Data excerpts
* * *

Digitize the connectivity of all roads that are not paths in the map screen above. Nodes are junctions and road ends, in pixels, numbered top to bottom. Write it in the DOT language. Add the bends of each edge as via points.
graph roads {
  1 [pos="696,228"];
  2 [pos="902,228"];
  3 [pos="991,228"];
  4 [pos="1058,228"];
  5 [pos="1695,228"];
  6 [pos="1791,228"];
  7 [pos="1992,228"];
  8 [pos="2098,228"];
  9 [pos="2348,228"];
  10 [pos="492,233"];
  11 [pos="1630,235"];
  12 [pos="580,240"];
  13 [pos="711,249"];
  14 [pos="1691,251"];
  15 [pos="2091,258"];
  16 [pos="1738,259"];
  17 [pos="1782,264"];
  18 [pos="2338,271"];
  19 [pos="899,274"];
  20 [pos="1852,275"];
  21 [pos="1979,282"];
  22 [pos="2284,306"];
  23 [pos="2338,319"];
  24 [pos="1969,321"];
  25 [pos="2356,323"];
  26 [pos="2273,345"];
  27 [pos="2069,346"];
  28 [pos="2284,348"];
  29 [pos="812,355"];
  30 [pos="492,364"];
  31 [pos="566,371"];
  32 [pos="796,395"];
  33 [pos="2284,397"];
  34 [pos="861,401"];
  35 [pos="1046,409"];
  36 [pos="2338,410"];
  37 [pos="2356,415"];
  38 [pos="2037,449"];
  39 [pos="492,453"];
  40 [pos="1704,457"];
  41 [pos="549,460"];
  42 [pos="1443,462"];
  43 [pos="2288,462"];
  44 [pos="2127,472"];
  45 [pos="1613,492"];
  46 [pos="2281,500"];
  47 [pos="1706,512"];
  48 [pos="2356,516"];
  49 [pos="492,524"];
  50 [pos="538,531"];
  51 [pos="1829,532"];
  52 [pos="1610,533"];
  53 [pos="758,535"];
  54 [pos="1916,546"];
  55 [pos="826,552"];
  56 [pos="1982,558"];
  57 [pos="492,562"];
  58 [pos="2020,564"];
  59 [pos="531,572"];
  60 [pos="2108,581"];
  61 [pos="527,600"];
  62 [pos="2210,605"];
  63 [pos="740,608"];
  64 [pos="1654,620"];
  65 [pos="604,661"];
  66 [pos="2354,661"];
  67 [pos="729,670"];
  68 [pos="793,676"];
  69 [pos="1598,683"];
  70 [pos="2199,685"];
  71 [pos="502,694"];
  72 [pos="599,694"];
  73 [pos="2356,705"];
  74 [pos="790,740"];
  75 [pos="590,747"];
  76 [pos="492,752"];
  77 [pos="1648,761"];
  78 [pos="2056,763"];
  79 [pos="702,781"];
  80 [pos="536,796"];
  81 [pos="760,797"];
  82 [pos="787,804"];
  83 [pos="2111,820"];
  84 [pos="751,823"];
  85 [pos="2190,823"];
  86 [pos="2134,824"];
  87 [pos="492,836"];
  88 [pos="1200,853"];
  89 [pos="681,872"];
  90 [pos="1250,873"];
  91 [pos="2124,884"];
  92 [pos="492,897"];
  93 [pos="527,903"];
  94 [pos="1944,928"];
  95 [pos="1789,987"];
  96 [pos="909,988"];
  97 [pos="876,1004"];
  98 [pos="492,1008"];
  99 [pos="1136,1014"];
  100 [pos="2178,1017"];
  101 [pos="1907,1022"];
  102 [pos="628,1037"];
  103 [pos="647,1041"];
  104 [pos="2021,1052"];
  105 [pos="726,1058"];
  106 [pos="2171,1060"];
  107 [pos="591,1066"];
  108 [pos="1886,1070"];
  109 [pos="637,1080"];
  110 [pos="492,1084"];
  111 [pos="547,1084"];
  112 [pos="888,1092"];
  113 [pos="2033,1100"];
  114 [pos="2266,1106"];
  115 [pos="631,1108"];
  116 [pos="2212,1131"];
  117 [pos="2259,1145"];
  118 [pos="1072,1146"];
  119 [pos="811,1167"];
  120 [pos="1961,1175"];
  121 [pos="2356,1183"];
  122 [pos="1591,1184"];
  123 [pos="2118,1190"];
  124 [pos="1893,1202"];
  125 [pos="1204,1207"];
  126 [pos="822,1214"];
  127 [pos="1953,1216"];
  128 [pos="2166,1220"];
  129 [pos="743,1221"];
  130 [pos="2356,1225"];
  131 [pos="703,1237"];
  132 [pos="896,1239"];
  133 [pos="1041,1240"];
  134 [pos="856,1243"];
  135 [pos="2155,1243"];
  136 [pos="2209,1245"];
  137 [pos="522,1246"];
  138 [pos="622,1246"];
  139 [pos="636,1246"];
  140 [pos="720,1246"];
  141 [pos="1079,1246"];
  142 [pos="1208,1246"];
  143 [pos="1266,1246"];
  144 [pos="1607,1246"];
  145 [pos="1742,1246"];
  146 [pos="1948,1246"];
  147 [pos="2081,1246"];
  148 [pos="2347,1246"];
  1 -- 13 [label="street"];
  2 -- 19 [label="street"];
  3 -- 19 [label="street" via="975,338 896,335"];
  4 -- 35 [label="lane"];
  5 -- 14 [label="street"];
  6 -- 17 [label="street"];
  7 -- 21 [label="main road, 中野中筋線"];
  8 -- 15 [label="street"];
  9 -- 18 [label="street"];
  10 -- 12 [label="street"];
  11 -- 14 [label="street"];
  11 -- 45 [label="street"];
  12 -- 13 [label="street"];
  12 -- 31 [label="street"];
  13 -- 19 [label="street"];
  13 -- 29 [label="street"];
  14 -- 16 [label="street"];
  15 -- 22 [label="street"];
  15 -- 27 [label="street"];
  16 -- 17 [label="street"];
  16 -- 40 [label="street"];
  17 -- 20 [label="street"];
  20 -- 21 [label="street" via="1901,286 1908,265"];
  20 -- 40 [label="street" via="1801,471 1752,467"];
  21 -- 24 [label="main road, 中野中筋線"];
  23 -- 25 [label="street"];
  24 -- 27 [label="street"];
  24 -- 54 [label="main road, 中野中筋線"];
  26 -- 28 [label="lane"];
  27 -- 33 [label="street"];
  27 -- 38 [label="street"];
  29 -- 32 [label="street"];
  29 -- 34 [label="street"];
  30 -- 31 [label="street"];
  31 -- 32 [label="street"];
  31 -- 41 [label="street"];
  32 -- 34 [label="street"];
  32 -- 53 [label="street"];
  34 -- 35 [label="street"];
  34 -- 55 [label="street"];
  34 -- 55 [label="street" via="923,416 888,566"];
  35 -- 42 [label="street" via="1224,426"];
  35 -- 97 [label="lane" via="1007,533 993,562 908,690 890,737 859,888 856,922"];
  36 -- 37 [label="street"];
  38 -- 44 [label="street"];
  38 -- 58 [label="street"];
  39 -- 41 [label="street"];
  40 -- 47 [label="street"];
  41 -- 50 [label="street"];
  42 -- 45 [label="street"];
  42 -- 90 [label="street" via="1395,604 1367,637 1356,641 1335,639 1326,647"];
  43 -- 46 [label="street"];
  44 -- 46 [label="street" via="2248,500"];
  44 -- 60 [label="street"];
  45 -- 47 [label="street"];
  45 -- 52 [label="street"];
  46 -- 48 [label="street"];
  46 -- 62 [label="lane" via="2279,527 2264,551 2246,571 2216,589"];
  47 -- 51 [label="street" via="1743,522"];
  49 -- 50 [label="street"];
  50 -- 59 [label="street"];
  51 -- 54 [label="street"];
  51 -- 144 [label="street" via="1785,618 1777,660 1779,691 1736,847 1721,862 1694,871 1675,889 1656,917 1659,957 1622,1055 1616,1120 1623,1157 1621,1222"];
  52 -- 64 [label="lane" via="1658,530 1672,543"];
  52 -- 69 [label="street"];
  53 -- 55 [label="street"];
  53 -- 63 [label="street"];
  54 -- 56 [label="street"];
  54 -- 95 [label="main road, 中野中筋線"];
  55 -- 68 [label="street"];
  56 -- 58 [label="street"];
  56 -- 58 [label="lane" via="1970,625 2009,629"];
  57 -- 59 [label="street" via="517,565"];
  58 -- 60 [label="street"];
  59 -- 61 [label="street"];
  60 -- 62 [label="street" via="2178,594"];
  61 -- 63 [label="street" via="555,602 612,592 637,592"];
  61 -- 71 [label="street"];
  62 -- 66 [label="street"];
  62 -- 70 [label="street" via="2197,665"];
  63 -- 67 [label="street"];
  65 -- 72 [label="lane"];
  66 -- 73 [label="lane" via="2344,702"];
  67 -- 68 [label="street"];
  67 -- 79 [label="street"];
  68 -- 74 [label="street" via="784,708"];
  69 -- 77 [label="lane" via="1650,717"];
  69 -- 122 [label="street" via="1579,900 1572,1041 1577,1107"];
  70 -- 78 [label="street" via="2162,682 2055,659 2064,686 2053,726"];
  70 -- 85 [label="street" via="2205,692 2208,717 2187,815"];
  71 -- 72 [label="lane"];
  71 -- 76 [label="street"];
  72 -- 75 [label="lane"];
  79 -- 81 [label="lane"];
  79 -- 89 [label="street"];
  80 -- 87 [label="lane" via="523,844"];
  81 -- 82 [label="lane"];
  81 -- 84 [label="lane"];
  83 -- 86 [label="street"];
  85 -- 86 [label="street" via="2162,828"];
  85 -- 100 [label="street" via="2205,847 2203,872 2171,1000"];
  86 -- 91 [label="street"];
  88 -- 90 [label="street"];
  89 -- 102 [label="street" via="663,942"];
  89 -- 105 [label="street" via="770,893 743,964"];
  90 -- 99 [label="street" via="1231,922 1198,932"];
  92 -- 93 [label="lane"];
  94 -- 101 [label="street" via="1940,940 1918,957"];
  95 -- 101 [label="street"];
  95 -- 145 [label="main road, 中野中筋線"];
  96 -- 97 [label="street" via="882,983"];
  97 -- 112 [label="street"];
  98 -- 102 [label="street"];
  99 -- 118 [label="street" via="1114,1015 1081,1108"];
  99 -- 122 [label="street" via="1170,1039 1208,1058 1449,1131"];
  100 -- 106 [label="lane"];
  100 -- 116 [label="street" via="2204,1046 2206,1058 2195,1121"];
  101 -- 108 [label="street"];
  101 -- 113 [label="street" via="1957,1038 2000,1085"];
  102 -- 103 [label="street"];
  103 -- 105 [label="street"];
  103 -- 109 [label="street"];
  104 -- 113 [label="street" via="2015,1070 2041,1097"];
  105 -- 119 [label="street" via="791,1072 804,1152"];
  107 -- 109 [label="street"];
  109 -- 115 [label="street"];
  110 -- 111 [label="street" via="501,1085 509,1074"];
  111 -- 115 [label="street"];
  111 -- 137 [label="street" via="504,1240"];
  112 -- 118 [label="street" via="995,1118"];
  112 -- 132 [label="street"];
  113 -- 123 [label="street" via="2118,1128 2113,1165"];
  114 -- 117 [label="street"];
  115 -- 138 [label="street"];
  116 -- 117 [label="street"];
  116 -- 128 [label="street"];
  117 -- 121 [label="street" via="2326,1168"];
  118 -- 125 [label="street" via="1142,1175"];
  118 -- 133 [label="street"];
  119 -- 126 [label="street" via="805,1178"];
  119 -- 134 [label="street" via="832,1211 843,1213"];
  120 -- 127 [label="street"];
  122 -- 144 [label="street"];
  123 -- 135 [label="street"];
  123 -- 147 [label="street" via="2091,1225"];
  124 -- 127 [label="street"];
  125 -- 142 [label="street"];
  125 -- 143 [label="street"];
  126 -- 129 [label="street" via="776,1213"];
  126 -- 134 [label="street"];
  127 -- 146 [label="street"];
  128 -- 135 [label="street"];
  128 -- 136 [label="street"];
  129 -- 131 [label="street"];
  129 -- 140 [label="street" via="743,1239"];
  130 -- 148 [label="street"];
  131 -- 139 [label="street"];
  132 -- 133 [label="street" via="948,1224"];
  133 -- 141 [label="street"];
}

* * *

Select the lines from the entries that include the word "中野中筋線".

  7 -- 21 [label="main road, 中野中筋線"];
  21 -- 24 [label="main road, 中野中筋線"];
  24 -- 54 [label="main road, 中野中筋線"];
  54 -- 95 [label="main road, 中野中筋線"];
  95 -- 145 [label="main road, 中野中筋線"];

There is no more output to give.